Richard Nixon has fascinated me no end for most of my life. He was the first U.S. President I was aware of and I still remember watching his administration fall apart. I didn't understand most of it at the time, but I was fixated on it anyway . . . I might have been the only 7 year old in America who made a beeline to watch the Watergate hearings when I got home from school . . . and since the whole final act, The Resignation, took place in August when I wasn't in school, I forsook my outdoor activities for the duration to watch the coverage; going from channel to channel, just to see what everyone was saying. I remember that rambling, demented farewell address Nixon gave the day of his resignation and even I could tell he was losing it on national television, but I knew something else: I didn't want it to end (turns out there wasn't a journalist or political junkie on the planet who didn't feel the same). The whole climactic second term of Nixon's presidency was to me an involving drama that I couldn't get enough of despite the fact that so much of it was beyond my grasp.

Nixon, consequently, became an all-absorbing figure to me. I was a dyed-in-the-wool Nixon buff by the time I was in my 20s and wound up reading at least two dozen books (certainly more) on his life. I loved (and still do) such Nixon-centered films as Emile deAntonio's "Millhouse: A White Comedy" (1971; which earned deAntonio a spot on Nixon's Enemies list) and especially Robert Altman's "Secret Honor" (1984) with Philip Baker Hall in a breathtaking performance as the 37th predident. I felt it was so close to the real thing . . . the real Nixon, alone in his study in the wee hours, boozing, praying, raging, pleading, crying, bellowing, reminiscing, dancing, playing that piano, talking to the pictures on the wall . . . that its being nominally a work of fiction didn't make a difference to me. Hall's was the Nixon I imagined from the time I was a child (I didn't have the same regard for Oliver Stone's 1995 fever-dream of a biopic; not only was it inaccurate bordering on Science Fiction, but Stone betrayed a hideously misguided sympathy for the man as well); in some sense the Nixon of my dreams.

I think for people like me who've had a keen interest in Richard Nixon, even now, more than a decade after his death, his endlessly involving, duplicitous, insincere, mendacious, insecure, damaged, devious character gave him the attributes of a protagonist in a drama . . . something I probably sensed all those years ago . . . more than any President in recent memory he was interesting to watch, listen to, read and speculate about (in contrast, whenever I see George W. Bush these days, all I want to do is change the channel and hope I never see him again).

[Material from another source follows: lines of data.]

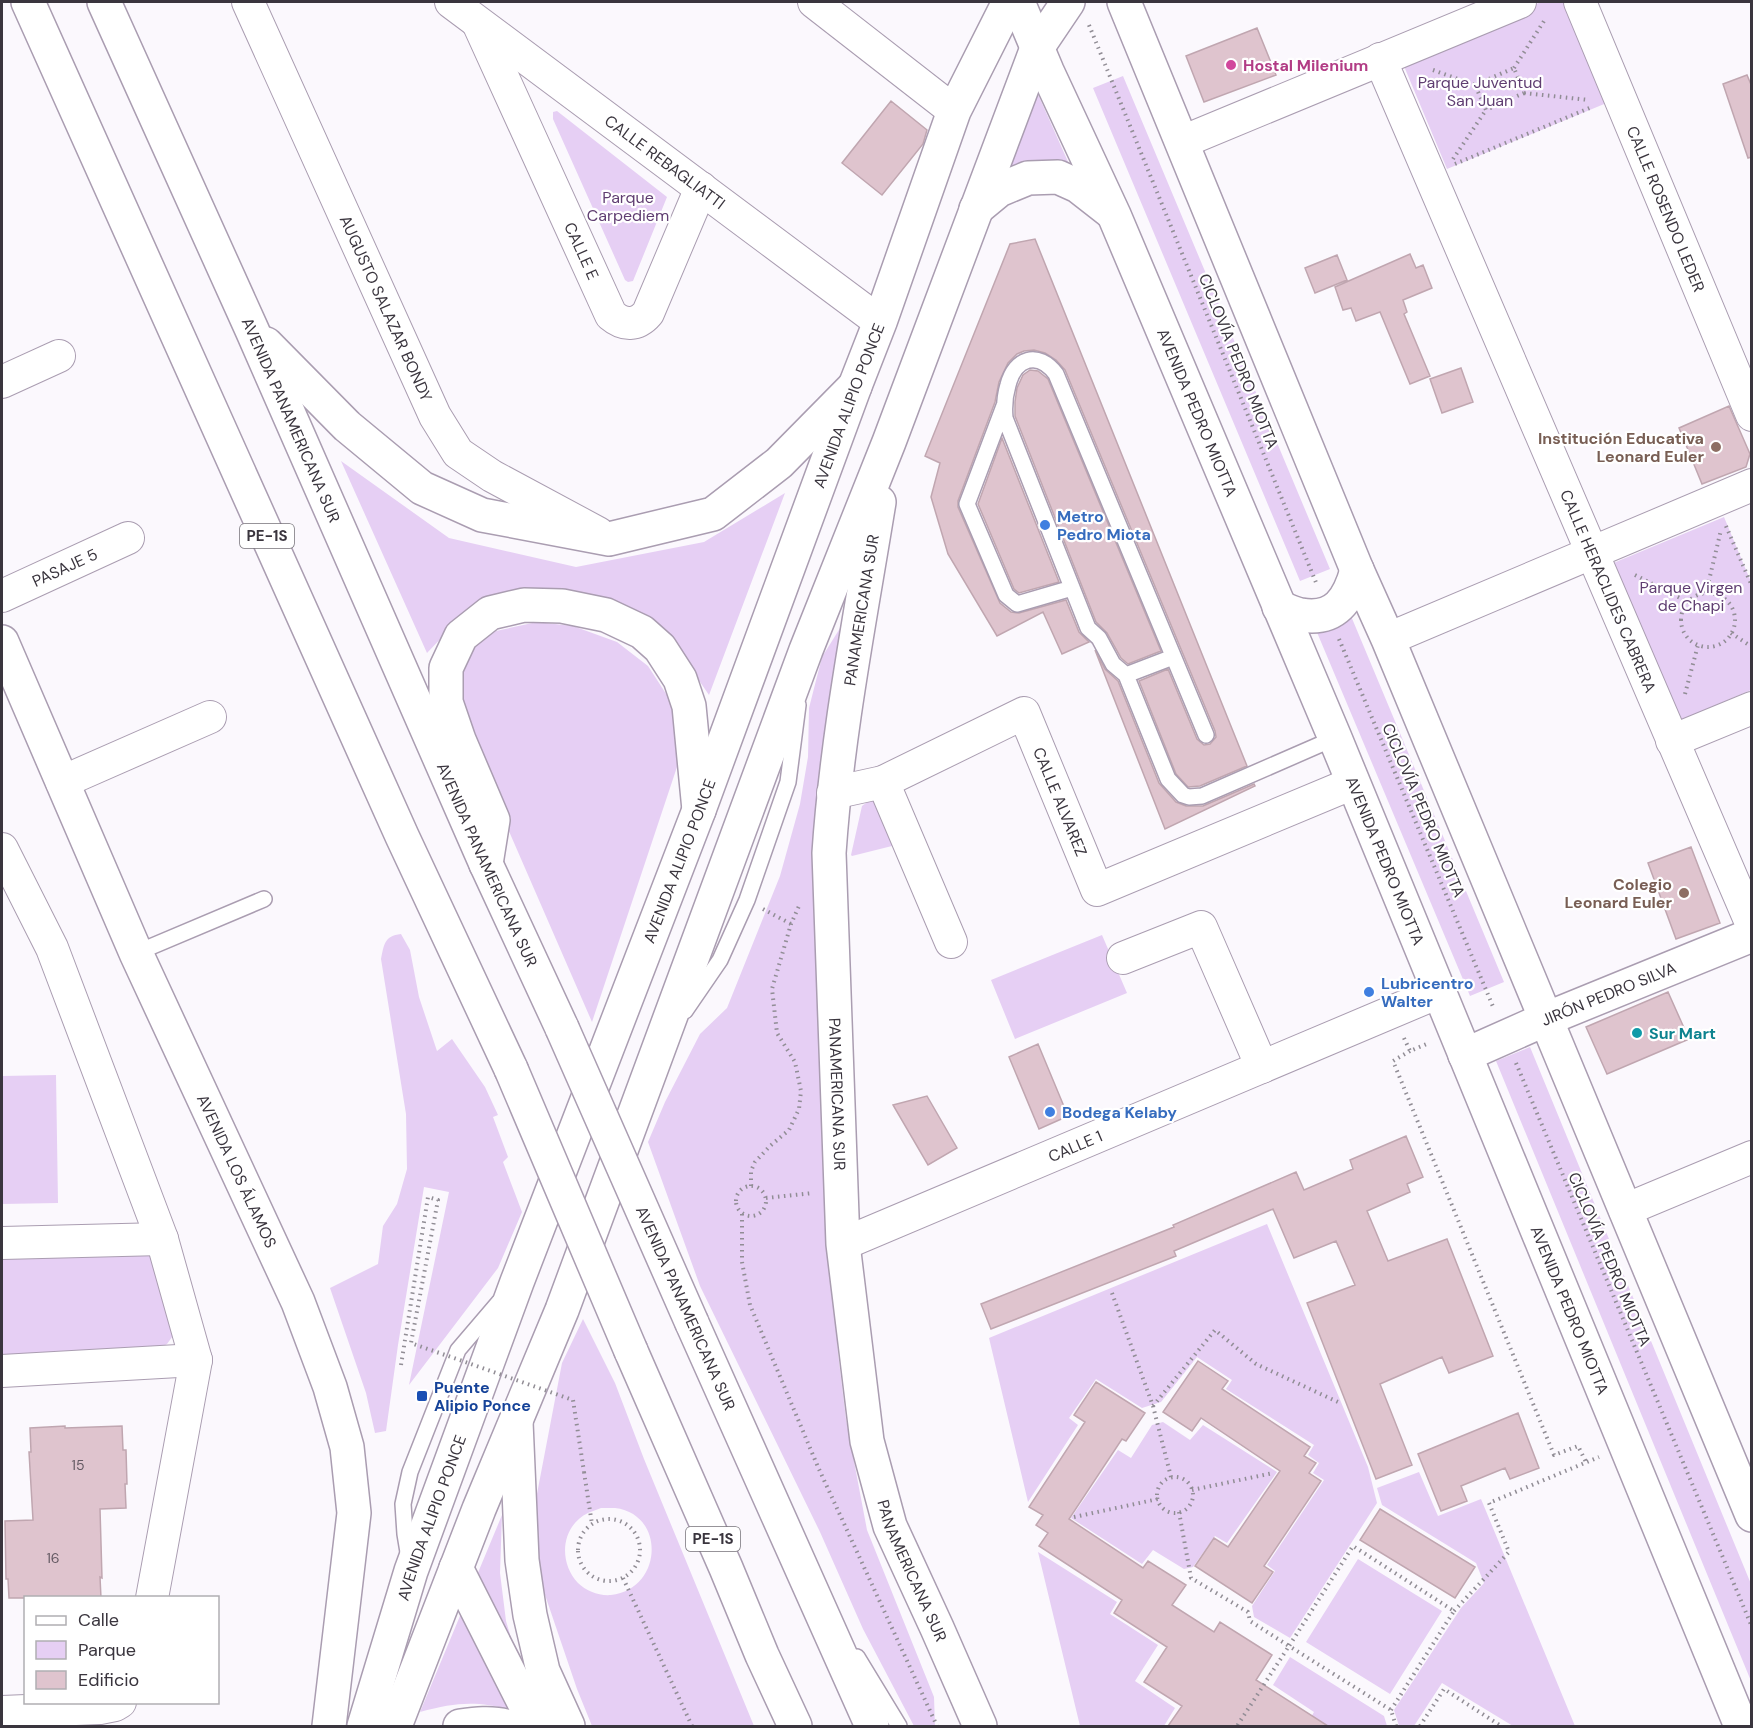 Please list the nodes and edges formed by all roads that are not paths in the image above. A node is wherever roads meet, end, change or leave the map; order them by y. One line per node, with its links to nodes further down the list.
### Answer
1 (28, 2): 76 (main road, PE-1S, bridge)
2 (104, 2): 21 (main road, AVENIDA PANAMERICANA SUR)
3 (248, 2): 30 (street, AUGUSTO SALAZAR BONDY)
4 (451, 2): 12 (street, CALLE REBAGLIATTI)
5 (814, 2): 15 (street)
6 (1009, 2): 15 (main road, AVENIDA ALIPIO PONCE)
7 (1018, 2): 13 (main road, AVENIDA PEDRO MIOTTA)
8 (1124, 2): 16 (main road)
9 (1520, 2): 14 (street)
10 (1580, 2): 26 (street, CALLE ROSENDO LEDER)
11 (1078, 12): 13 (main road)
12 (478, 22): 17 (street, CALLE REBAGLIATTI); 17 (street, CALLE E)
13 (1037, 48): 18 (main road); 19 (main road, AVENIDA PEDRO MIOTTA)
14 (1380, 59): 16 (street); 31 (street, CALLE HERACLIDES CABRERA)
15 (954, 111): 20 (main road, AVENIDA ALIPIO PONCE)
16 (1182, 142): 32 (main road)
17 (701, 189): 20 (street, CALLE REBAGLIATTI)
18 (976, 209): 19 (main road); 27 (main road)
19 (1114, 214): 35 (main road, AVENIDA PEDRO MIOTTA)
20 (880, 322): 24 (main road, AVENIDA ALIPIO PONCE)
21 (252, 330): 30 (main road); 52 (main road, AVENIDA PANAMERICANA SUR)
22 (59, 356): 23 (street)
23 (2, 382)
24 (855, 386): 30 (main road); 50 (main road, AVENIDA ALIPIO PONCE)
25 (1004, 406): 33 (lane); 33 (lane); 39 (lane)
26 (1752, 415)
27 (889, 442): 38 (main road); 49 (main road, PANAMERICANA SUR)
28 (1752, 485): 31 (street)
29 (128, 538): 34 (street, PASAJE 5)
30 (609, 539)
31 (1592, 552): 36 (street); 45 (street, CALLE HERACLIDES CABRERA)
32 (1357, 570): 35 (main road); 36 (main road)
33 (1072, 588): 40 (lane)
34 (2, 596)
35 (1279, 607): 44 (main road, AVENIDA PEDRO MIOTTA)
36 (1388, 639): 60 (main road)
37 (2, 643): 46 (main road, AVENIDA LOS ÁLAMOS)
38 (806, 650): 61 (main road); 61 (lane)
39 (1173, 657): 40 (lane); 43 (lane)
40 (1126, 675): 44 (lane)
41 (1752, 708): 45 (street)
42 (210, 717): 46 (street)
43 (1206, 735)
44 (1335, 738): 48 (main road, AVENIDA PEDRO MIOTTA)
45 (1672, 741): 54 (street, CALLE HERACLIDES CABRERA)
46 (62, 782): 57 (main road, AVENIDA LOS ÁLAMOS)
47 (883, 782): 48 (street, CALLE ALVAREZ); 49 (street); 56 (street)
48 (1353, 783): 59 (main road, AVENIDA PEDRO MIOTTA)
49 (833, 793): 68 (main road, PANAMERICANA SUR)
50 (699, 810): 52 (main road); 81 (main road, AVENIDA ALIPIO PONCE)
51 (2, 849): 66 (street)
52 (486, 864): 73 (main road, AVENIDA PANAMERICANA SUR, bridge)
53 (264, 899): 57 (lane)
54 (1752, 925)
55 (1752, 936): 60 (main road, JIRÓN PEDRO SILVA)
56 (951, 942)
57 (136, 953): 80 (main road, AVENIDA LOS ÁLAMOS)
58 (1123, 958): 63 (street)
59 (1440, 992): 62 (main road, AVENIDA PEDRO MIOTTA); 63 (street, CALLE 1)
60 (1546, 1019): 62 (main road, JIRÓN PEDRO SILVA); 65 (main road)
61 (659, 1047): 71 (main road)
62 (1465, 1055): 92 (main road, AVENIDA PEDRO MIOTTA)
63 (1262, 1067): 68 (street, CALLE 1)
64 (1752, 1157): 65 (street)
65 (1625, 1210): 72 (main road)
66 (162, 1239): 67 (street); 69 (street)
67 (2, 1243)
68 (843, 1244): 91 (main road, PANAMERICANA SUR)
69 (196, 1360): 70 (street); 75 (street)
70 (2, 1371)
71 (516, 1422): 74 (main road); 86 (main road)
72 (1752, 1515)
73 (797, 1558): 89 (main road, AVENIDA PANAMERICANA SUR); 90 (lane)
74 (456, 1568): 82 (main road); 85 (main road)
75 (152, 1596)
76 (762, 1655): 87 (main road); 88 (main road, PE-1S)
77 (117, 1704): 79 (street)
78 (2, 1712): 79 (street)
79 (50, 1718)
80 (330, 1726)
81 (364, 1726)
82 (395, 1726)
83 (460, 1726): 84 (main road)
84 (506, 1726)
85 (536, 1726)
86 (568, 1726)
87 (783, 1726)
88 (795, 1726)
89 (872, 1726)
90 (899, 1726)
91 (980, 1726)
92 (1741, 1726) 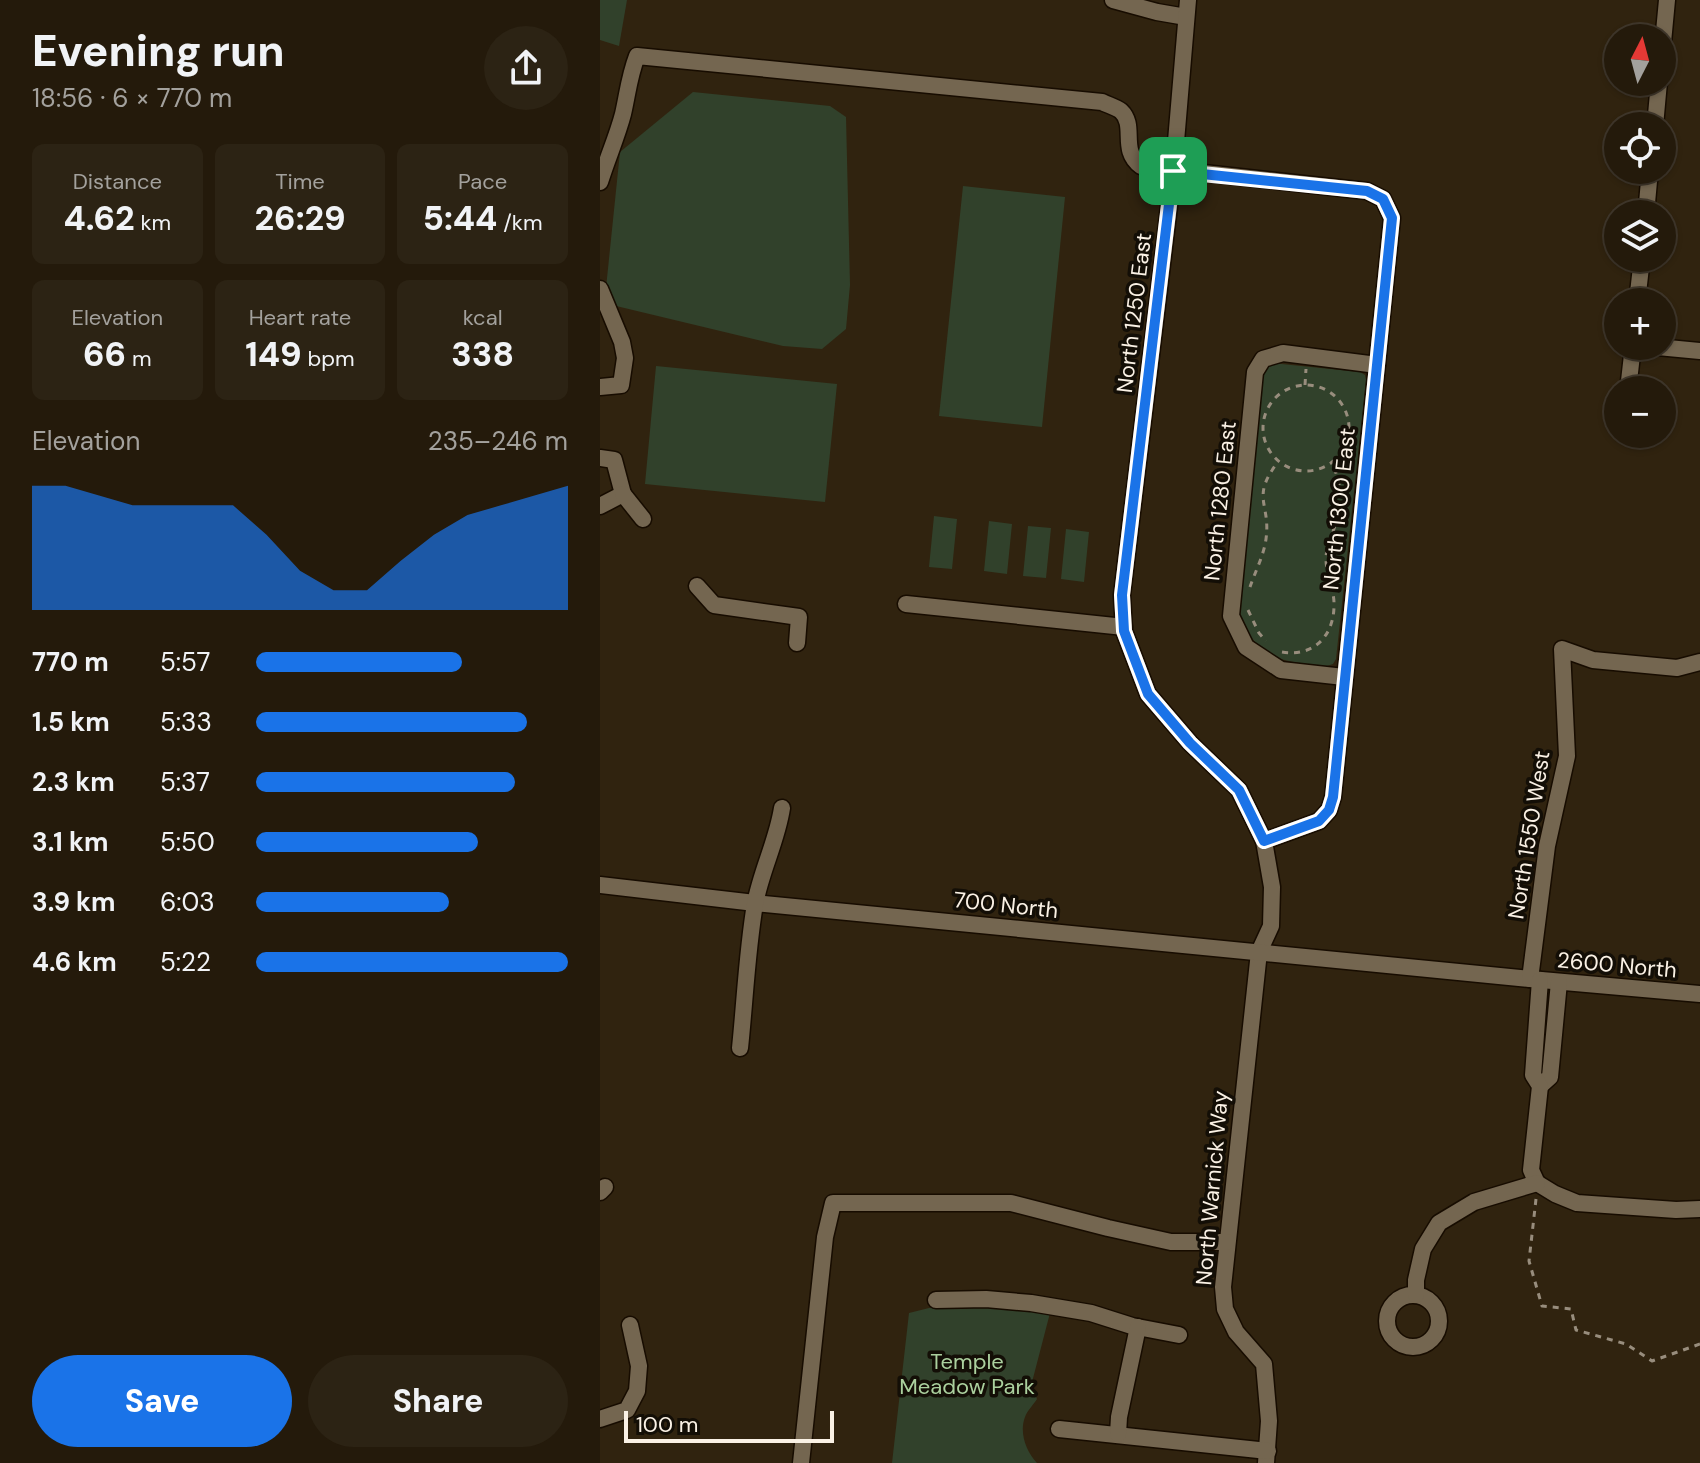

So the "Tricky: Scenes from a Life" series is my contribution the chronicle of his life; no corner of which fails to yield some fascinating nugget. It's my tribute to Nixon's dramatic legacy.


Anonymous said...

I know exactly how you feel about Nixon, I was pretty much the same way at a similar age (I was born in '67), curious about this thing called "Watergate"--I thought it was some sort of dam--and wondering what this guy had done to get into such a heap o' trouble.

Heck, it wasn't even my country, but even as a Canadian I knew this was a pretty big deal. I also wondered why we had a Prime Minister who could even be called "cool" (when was the last time you heard a world leader called that?) while in the U.S. here was this guy who looked like a bassett hound scrambling to hold on to his power and dignity.

It was probably also my first major lesson in questioning authority, something we could use a lot more of these days. Small wonder that five years later I'd discover punk rock (and not long after that, my first viewing of Alphaville).

Anonymous said...

Oh yeah, I forgot to add....


Tom Sutpen said...

Ah, I knew it was you the whole time, Stephen.